--- Provided information Enclosed Below ---

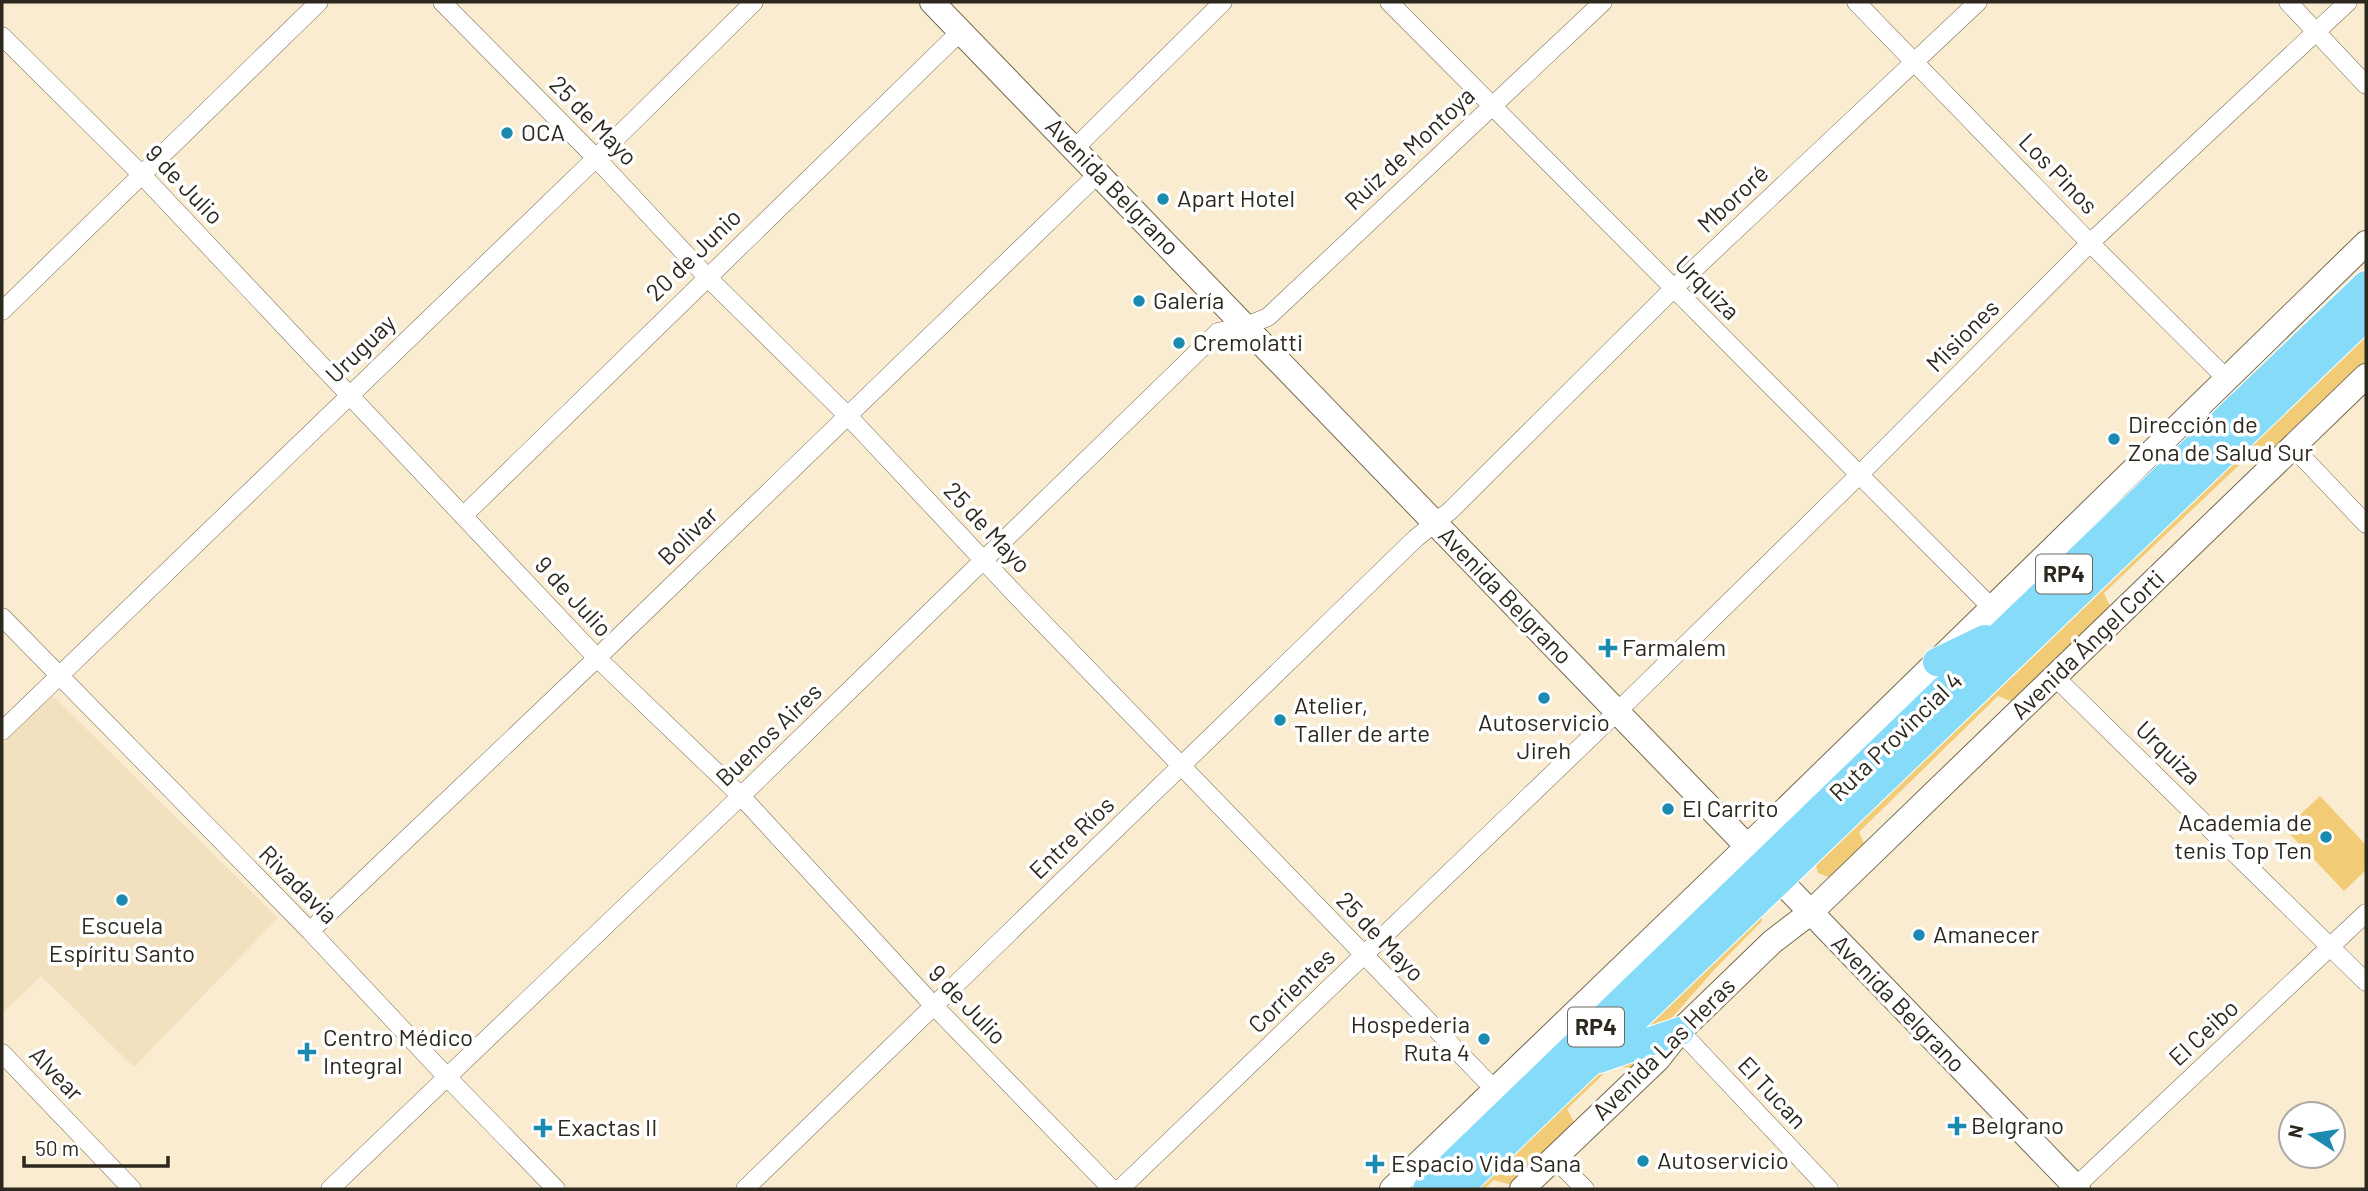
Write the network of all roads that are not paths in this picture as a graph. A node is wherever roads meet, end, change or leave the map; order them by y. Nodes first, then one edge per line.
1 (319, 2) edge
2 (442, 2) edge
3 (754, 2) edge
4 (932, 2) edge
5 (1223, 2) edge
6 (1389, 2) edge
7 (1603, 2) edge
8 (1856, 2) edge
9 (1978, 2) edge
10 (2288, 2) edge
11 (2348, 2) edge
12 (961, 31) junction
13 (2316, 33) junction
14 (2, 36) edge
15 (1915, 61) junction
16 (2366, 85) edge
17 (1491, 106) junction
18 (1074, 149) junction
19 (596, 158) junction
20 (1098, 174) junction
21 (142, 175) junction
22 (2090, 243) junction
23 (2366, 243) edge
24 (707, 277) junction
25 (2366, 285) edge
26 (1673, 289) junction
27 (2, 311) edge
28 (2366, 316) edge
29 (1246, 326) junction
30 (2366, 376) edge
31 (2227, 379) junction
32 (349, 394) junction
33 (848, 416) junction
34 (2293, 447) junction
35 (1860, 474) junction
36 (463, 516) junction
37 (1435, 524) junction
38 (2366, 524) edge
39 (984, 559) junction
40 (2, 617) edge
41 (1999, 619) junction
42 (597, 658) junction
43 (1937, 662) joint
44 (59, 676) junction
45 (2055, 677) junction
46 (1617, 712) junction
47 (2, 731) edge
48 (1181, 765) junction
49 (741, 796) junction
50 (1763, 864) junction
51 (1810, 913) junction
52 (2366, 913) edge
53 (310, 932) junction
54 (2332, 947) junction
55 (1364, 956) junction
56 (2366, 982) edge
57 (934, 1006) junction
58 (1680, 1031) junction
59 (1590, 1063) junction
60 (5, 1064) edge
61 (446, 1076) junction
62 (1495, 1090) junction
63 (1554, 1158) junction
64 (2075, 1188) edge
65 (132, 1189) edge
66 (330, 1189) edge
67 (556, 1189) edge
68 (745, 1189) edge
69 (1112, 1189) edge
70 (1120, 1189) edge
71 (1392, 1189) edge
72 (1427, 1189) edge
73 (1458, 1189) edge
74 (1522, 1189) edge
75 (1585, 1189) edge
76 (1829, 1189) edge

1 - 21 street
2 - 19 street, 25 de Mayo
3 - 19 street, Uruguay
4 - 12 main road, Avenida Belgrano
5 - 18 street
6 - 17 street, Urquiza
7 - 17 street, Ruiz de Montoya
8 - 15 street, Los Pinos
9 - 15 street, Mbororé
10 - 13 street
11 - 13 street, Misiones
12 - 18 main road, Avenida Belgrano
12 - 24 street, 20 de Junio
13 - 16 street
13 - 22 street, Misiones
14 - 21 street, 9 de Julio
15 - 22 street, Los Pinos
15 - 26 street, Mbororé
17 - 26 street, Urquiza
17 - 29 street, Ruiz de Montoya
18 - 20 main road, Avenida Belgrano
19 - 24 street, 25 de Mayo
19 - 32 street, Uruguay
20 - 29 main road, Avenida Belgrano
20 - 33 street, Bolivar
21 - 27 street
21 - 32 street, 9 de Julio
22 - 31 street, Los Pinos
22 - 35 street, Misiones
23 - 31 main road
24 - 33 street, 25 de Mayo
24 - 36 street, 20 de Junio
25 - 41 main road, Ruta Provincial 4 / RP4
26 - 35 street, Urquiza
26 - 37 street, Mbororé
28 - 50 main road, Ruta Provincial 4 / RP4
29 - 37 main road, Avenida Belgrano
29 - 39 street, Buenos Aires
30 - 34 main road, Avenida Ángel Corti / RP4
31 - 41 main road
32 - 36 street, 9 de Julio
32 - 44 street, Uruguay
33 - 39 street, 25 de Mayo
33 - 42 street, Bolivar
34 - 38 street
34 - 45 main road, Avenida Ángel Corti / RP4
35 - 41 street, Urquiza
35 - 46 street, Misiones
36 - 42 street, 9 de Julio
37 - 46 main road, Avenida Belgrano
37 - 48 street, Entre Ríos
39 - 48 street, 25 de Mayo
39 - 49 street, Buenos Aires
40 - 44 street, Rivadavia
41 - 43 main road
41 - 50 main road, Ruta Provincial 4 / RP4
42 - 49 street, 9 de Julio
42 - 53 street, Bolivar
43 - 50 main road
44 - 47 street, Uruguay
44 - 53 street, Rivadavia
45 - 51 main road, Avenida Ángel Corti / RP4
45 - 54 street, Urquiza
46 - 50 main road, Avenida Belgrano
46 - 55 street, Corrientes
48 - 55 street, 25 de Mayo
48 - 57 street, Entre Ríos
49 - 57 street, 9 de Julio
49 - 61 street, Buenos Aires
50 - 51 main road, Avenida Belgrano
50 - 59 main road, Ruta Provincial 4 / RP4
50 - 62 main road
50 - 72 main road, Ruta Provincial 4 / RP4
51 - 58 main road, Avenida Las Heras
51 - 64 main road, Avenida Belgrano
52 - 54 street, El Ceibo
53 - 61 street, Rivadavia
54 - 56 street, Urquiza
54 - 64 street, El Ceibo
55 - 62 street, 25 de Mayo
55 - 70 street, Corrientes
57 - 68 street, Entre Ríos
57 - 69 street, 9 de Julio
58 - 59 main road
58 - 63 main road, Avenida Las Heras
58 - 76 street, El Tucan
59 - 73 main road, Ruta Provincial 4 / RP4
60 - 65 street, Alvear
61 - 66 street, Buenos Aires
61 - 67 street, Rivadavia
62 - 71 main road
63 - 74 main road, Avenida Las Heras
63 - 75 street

--- End of Enclosed Provided information ---
--- Provided information Enclosed Below ---

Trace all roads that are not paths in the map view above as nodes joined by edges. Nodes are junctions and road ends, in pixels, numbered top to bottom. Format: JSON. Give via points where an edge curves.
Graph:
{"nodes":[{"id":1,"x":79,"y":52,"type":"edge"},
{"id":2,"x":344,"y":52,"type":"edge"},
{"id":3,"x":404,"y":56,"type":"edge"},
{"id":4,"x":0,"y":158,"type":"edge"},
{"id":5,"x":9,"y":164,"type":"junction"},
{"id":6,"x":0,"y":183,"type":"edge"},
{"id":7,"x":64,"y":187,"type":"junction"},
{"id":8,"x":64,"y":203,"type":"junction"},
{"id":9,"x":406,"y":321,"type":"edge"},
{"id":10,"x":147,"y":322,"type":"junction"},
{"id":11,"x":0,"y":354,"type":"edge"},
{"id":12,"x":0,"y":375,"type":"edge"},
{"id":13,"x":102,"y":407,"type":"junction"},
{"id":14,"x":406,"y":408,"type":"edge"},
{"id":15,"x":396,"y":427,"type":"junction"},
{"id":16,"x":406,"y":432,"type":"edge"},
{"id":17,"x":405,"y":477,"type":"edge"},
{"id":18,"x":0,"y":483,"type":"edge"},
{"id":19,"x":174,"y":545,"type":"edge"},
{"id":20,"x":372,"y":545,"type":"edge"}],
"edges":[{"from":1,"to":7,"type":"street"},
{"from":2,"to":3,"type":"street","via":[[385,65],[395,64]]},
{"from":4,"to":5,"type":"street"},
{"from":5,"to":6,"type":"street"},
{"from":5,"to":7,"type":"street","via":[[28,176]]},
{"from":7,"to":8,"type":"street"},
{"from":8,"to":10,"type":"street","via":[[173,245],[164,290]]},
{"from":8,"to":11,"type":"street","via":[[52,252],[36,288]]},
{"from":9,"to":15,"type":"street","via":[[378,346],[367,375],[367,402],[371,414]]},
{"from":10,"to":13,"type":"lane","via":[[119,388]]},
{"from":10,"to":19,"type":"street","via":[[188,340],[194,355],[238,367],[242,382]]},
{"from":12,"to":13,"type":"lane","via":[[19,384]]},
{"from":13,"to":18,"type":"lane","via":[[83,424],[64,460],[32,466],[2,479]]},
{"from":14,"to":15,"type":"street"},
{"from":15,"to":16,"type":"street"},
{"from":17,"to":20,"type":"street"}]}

--- End of Enclosed Provided information ---
--- Provided information Enclosed Below ---

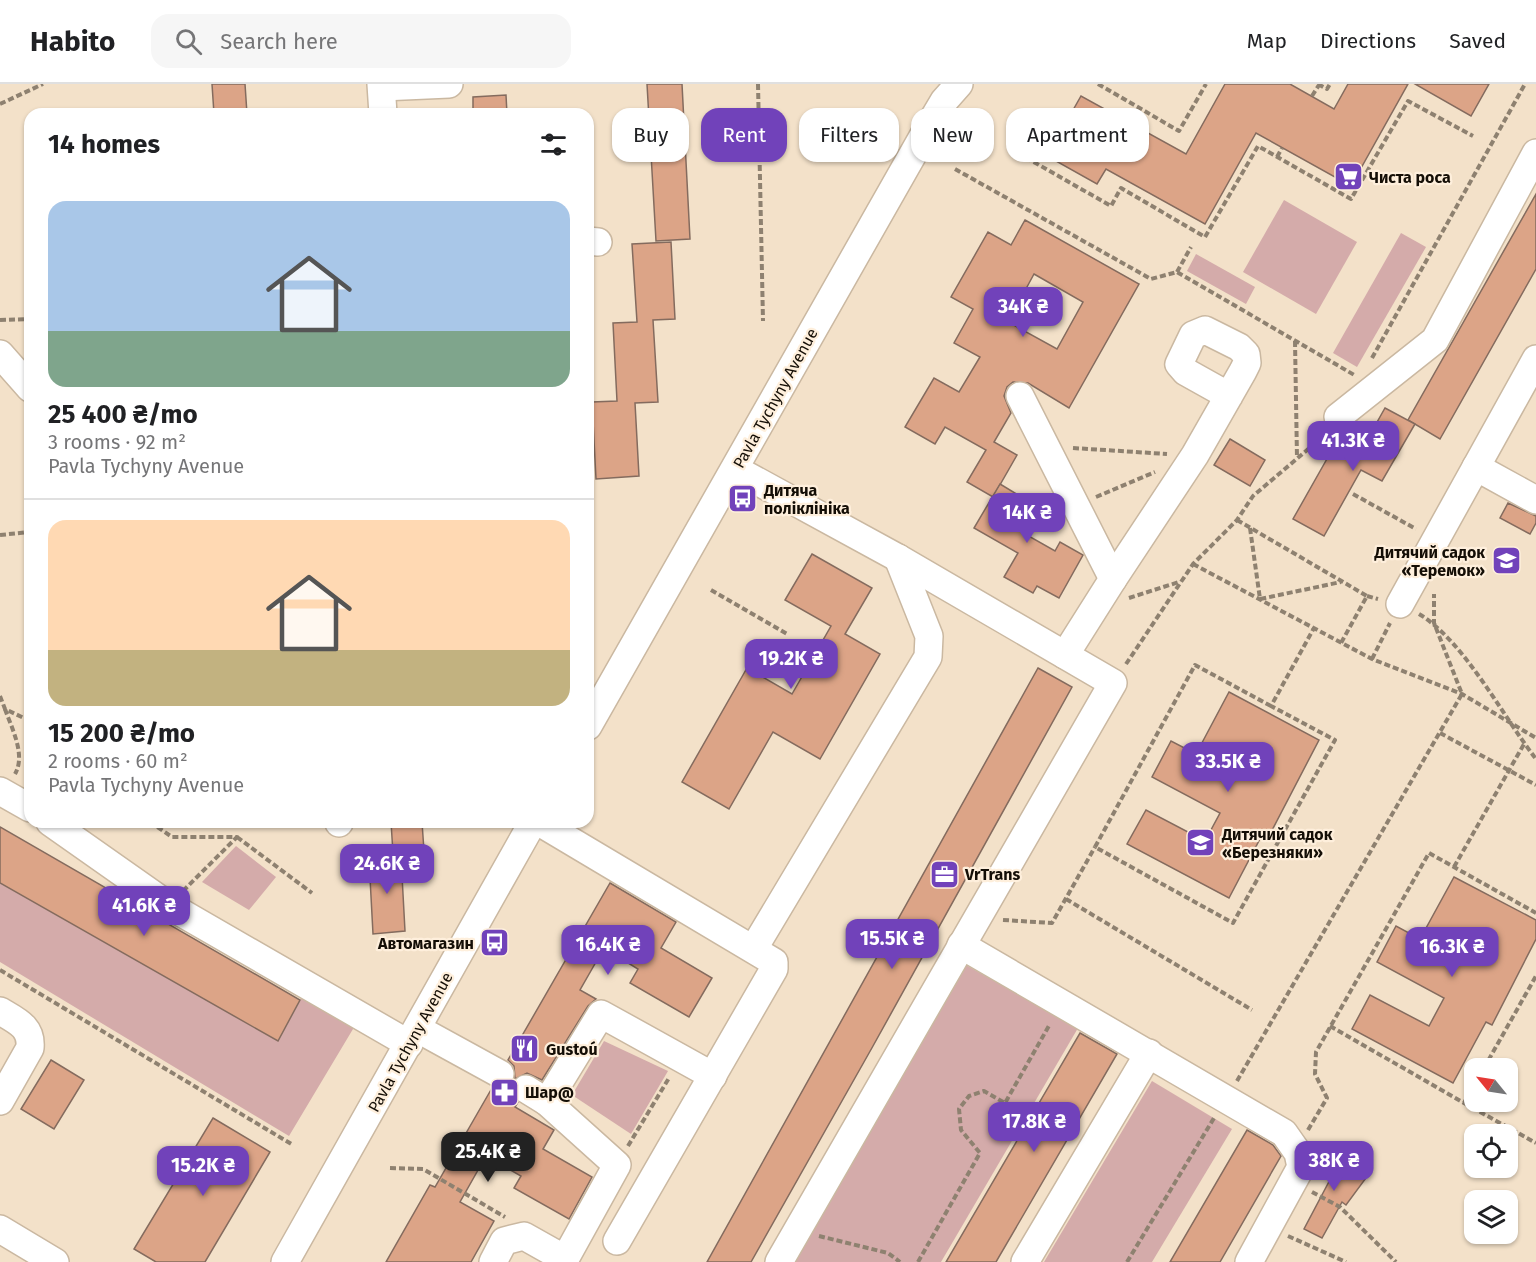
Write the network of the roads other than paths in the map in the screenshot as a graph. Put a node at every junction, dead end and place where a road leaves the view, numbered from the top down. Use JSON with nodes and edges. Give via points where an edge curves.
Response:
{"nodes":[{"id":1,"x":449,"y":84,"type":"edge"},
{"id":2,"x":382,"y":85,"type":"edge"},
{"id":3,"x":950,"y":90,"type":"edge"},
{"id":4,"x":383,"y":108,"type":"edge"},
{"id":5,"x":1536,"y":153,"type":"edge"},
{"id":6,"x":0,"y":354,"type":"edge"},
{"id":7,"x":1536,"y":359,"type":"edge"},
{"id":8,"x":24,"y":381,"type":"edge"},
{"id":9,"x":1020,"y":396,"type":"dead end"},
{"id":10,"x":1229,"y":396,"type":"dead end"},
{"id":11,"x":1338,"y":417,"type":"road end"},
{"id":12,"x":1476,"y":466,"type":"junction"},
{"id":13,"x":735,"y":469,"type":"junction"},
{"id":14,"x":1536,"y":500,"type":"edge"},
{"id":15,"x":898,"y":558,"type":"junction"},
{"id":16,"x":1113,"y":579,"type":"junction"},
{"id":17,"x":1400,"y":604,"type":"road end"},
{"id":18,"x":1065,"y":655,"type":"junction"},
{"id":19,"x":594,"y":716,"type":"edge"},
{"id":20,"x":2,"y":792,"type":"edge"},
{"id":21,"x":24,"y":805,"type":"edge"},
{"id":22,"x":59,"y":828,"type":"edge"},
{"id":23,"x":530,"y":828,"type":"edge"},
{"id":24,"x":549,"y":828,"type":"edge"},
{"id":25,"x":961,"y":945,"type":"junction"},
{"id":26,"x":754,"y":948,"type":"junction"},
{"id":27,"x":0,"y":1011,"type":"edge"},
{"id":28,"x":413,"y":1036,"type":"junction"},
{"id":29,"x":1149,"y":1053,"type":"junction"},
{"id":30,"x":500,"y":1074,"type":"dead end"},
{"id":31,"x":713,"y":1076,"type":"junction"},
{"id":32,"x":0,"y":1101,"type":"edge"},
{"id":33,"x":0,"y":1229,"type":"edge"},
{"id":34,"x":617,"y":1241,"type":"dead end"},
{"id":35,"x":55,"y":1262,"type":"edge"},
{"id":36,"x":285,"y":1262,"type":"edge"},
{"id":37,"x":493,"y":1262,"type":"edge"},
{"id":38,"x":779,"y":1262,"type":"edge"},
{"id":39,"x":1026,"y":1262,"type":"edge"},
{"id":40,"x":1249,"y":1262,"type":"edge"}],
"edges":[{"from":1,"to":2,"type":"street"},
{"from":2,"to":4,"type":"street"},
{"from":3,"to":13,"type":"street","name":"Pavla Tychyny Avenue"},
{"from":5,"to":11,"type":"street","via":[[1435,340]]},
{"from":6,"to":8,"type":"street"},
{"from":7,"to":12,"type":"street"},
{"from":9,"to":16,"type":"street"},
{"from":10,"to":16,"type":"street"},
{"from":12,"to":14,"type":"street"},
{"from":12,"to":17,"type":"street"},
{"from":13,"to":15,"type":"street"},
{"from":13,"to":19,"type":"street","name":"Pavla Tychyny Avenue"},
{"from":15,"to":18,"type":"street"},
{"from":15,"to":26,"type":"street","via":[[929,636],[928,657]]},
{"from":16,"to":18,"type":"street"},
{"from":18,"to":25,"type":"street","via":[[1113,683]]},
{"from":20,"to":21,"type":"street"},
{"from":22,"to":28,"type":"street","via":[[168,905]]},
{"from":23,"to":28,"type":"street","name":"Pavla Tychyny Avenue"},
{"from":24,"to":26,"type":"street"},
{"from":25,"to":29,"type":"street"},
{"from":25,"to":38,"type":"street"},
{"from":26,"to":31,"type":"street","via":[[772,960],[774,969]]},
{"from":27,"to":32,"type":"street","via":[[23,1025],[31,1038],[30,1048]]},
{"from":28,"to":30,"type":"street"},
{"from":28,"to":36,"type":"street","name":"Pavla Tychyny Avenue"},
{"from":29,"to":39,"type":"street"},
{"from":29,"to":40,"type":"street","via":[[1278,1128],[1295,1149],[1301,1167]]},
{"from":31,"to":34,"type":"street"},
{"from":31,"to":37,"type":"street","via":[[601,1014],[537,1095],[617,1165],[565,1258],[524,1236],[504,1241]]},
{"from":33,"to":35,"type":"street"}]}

--- End of Enclosed Provided information ---

What to work on
Would you please copy every line from the listing above that contains the word "Aires"?

Solution to the exercise
29 - 39 street, Buenos Aires
39 - 49 street, Buenos Aires
49 - 61 street, Buenos Aires
61 - 66 street, Buenos Aires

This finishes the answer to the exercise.